WHAT NEEDS TO BE DONE — Omit the images, then print each record below exactly as it reads.

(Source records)
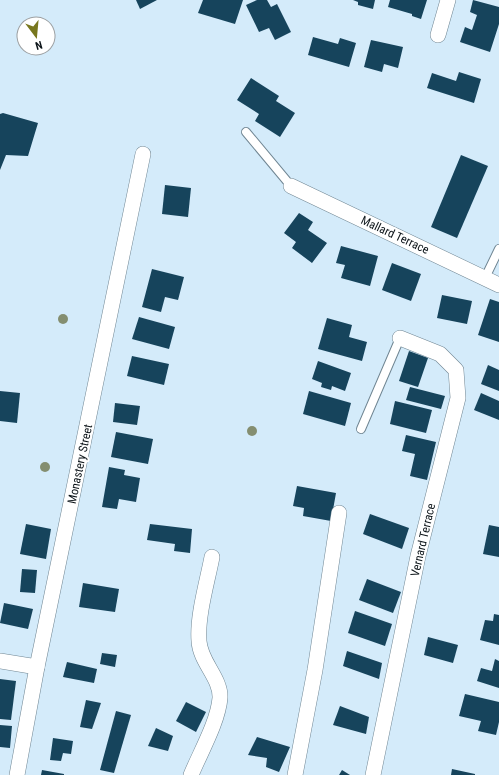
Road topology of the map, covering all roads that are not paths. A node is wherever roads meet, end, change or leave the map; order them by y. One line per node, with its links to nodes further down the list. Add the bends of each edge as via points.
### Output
1 (448, 0): 2 (street)
2 (438, 35)
3 (246, 132): 5 (lane)
4 (143, 154): 14 (street, Monastery Street)
5 (291, 186): 7 (street, Mallard Terrace)
6 (499, 249): 7 (lane)
7 (484, 278): 8 (street, Mallard Terrace)
8 (499, 285)
9 (400, 338): 10 (lane); 18 (street, Vernard Terrace, via 440,354 456,370 458,398 418,556)
10 (361, 429)
11 (339, 513): 17 (street, via 315,670)
12 (212, 557): 16 (street, via 199,641 201,653 219,688 220,699 215,719)
13 (0, 661): 14 (street)
14 (37, 667): 15 (street, Monastery Street)
15 (17, 775)
16 (191, 775)
17 (295, 775)
18 (373, 775)

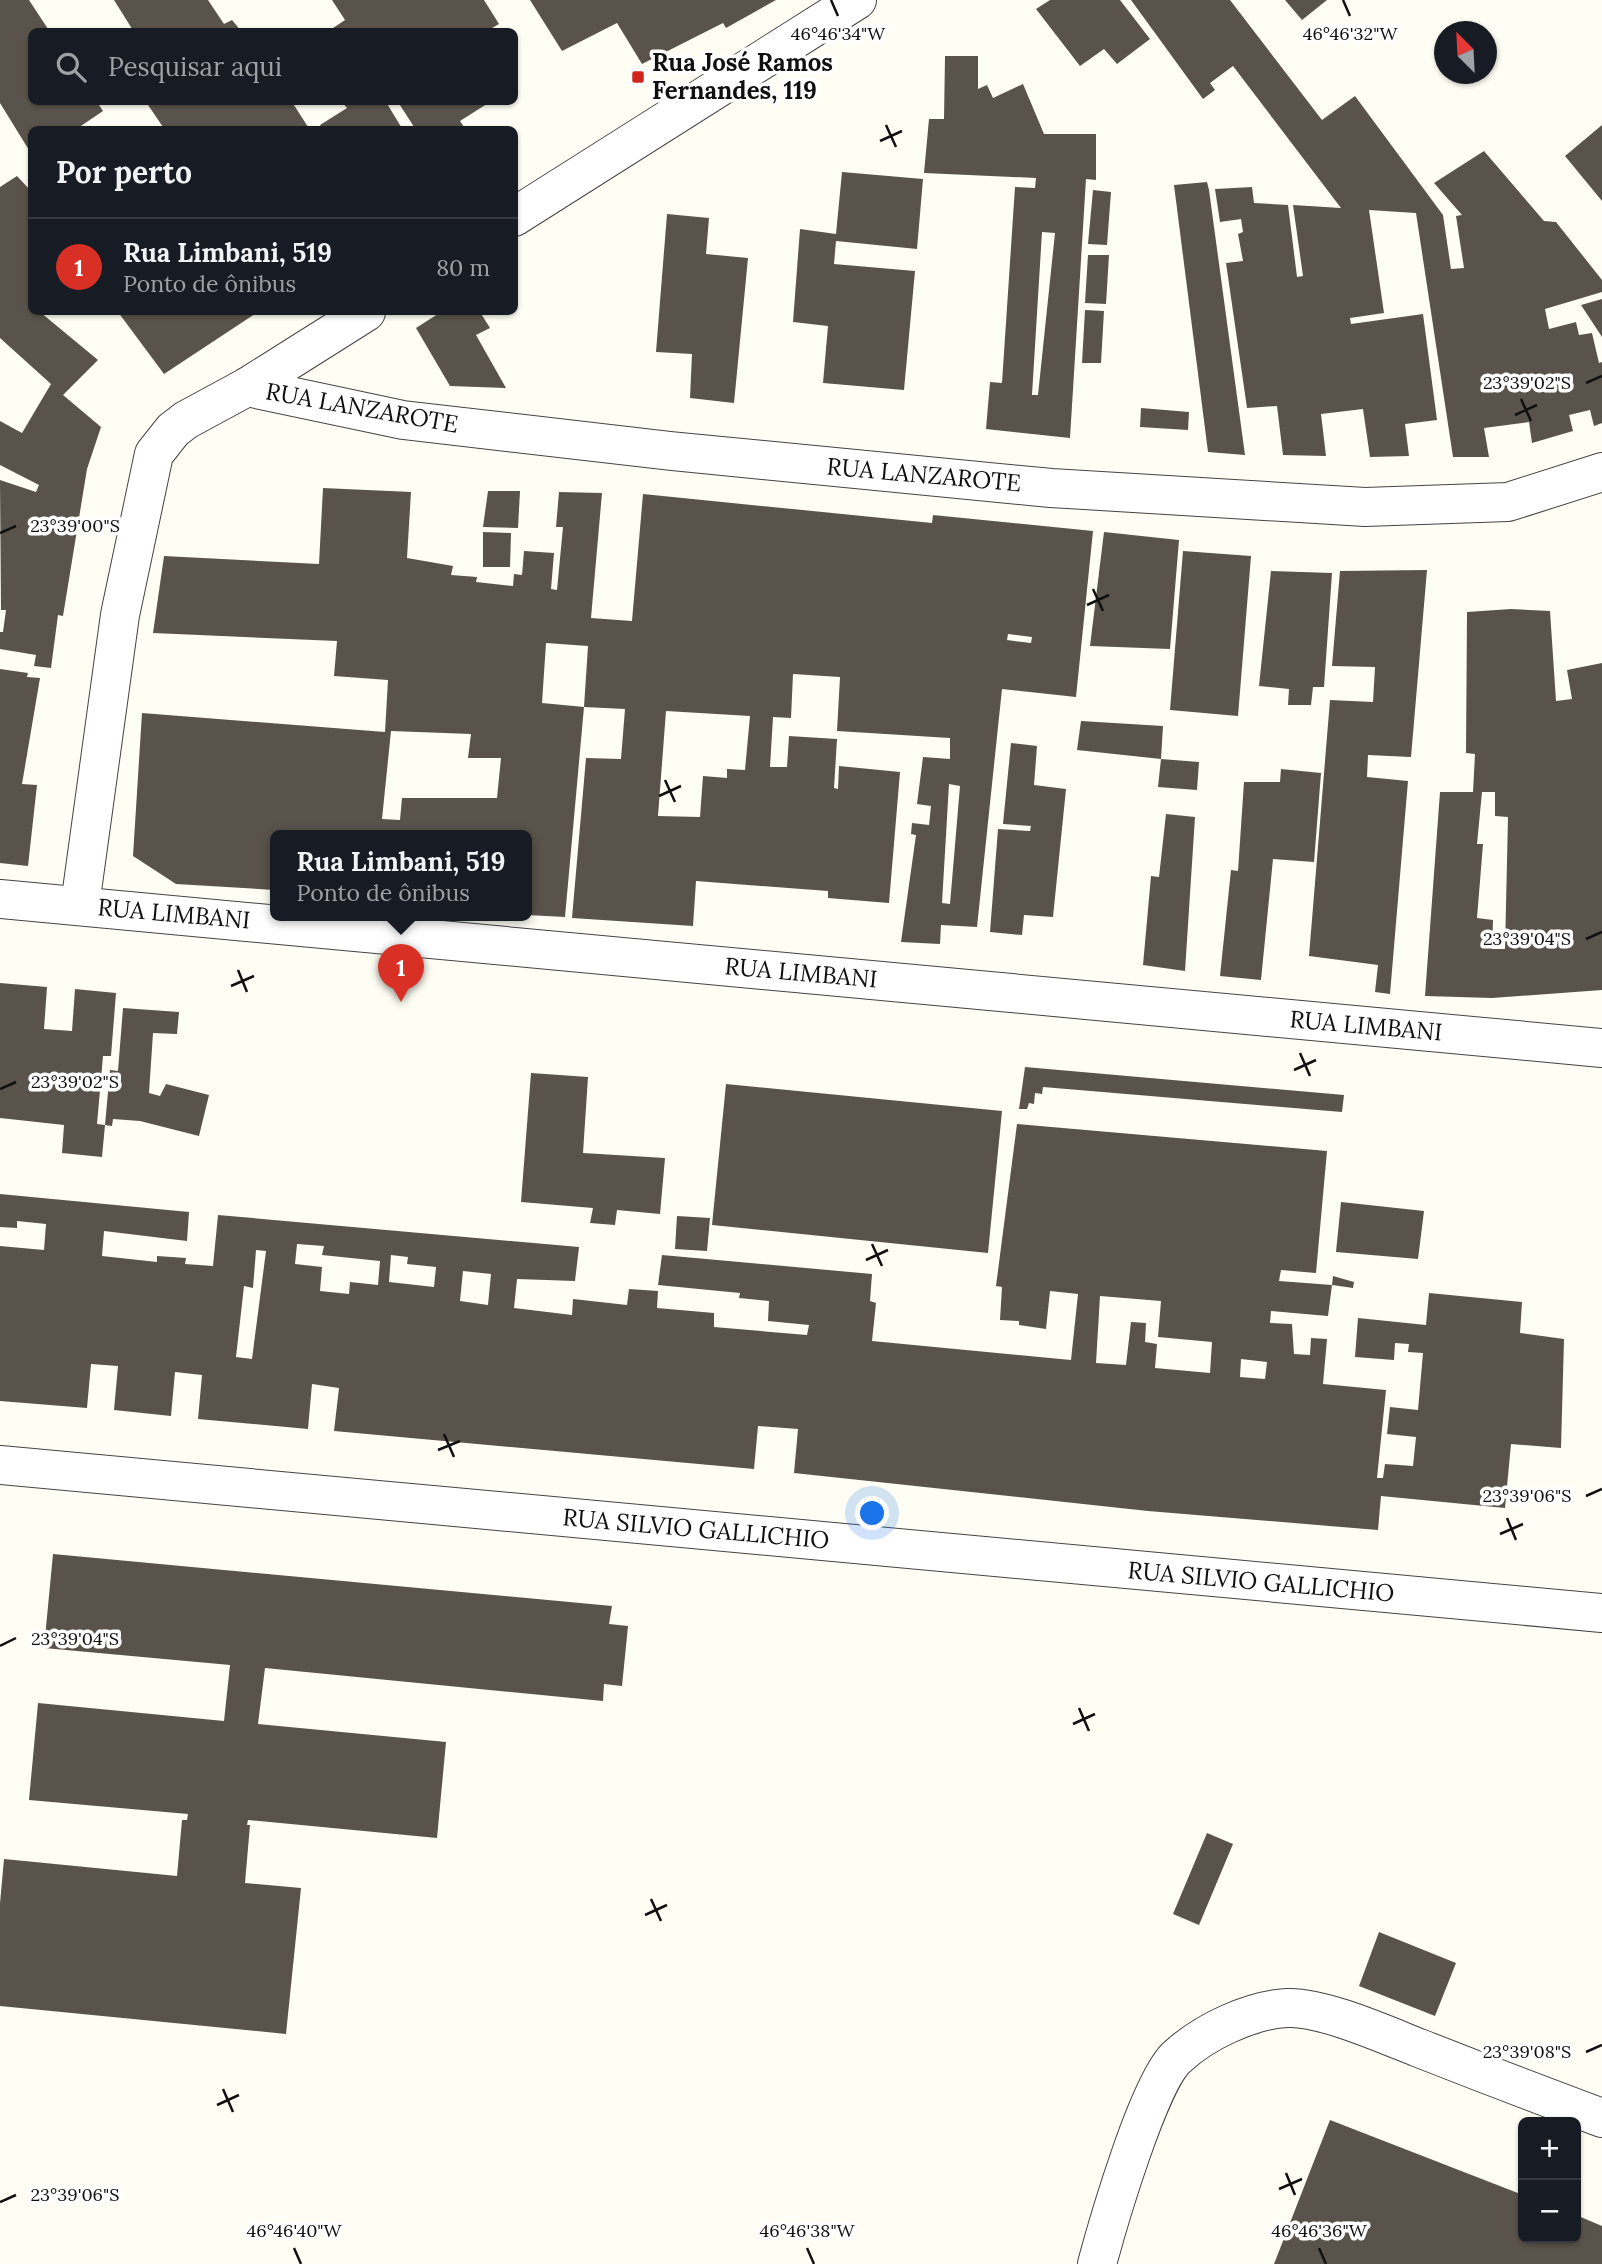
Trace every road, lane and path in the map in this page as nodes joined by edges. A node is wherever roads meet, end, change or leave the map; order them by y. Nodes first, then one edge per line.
1 (857, 0) edge
2 (518, 214) edge
3 (361, 315) edge
4 (247, 387) junction
5 (1602, 472) edge
6 (0, 899) edge
7 (80, 905) junction
8 (1602, 1048) edge
9 (0, 1465) edge
10 (1602, 1613) edge
11 (1602, 2118) edge
12 (1097, 2264) edge

1 - 2 street
3 - 4 street
4 - 5 street, RUA LANZAROTE
4 - 7 street
6 - 7 street, RUA LIMBANI
7 - 8 street, RUA LIMBANI
9 - 10 street, RUA SILVIO GALLICHIO
11 - 12 street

WRITTEN SOLUTION —
Road topology of the map, covering all roads that are not paths. A node is wherever roads meet, end, change or leave the map; order them by y. One line per node, with its links to nodes further down the list. Add the bends of each edge as via points.
### Output
1 (448, 0): 2 (street)
2 (438, 35)
3 (246, 132): 5 (lane)
4 (143, 154): 14 (street, Monastery Street)
5 (291, 186): 7 (street, Mallard Terrace)
6 (499, 249): 7 (lane)
7 (484, 278): 8 (street, Mallard Terrace)
8 (499, 285)
9 (400, 338): 10 (lane); 18 (street, Vernard Terrace, via 440,354 456,370 458,398 418,556)
10 (361, 429)
11 (339, 513): 17 (street, via 315,670)
12 (212, 557): 16 (street, via 199,641 201,653 219,688 220,699 215,719)
13 (0, 661): 14 (street)
14 (37, 667): 15 (street, Monastery Street)
15 (17, 775)
16 (191, 775)
17 (295, 775)
18 (373, 775)

Trace every road, lane and path in the map in this page as nodes joined by edges. A node is wherever roads meet, end, change or leave the map; order them by y. Nodes first, then one edge per line.
1 (857, 0) edge
2 (518, 214) edge
3 (361, 315) edge
4 (247, 387) junction
5 (1602, 472) edge
6 (0, 899) edge
7 (80, 905) junction
8 (1602, 1048) edge
9 (0, 1465) edge
10 (1602, 1613) edge
11 (1602, 2118) edge
12 (1097, 2264) edge

1 - 2 street
3 - 4 street
4 - 5 street, RUA LANZAROTE
4 - 7 street
6 - 7 street, RUA LIMBANI
7 - 8 street, RUA LIMBANI
9 - 10 street, RUA SILVIO GALLICHIO
11 - 12 street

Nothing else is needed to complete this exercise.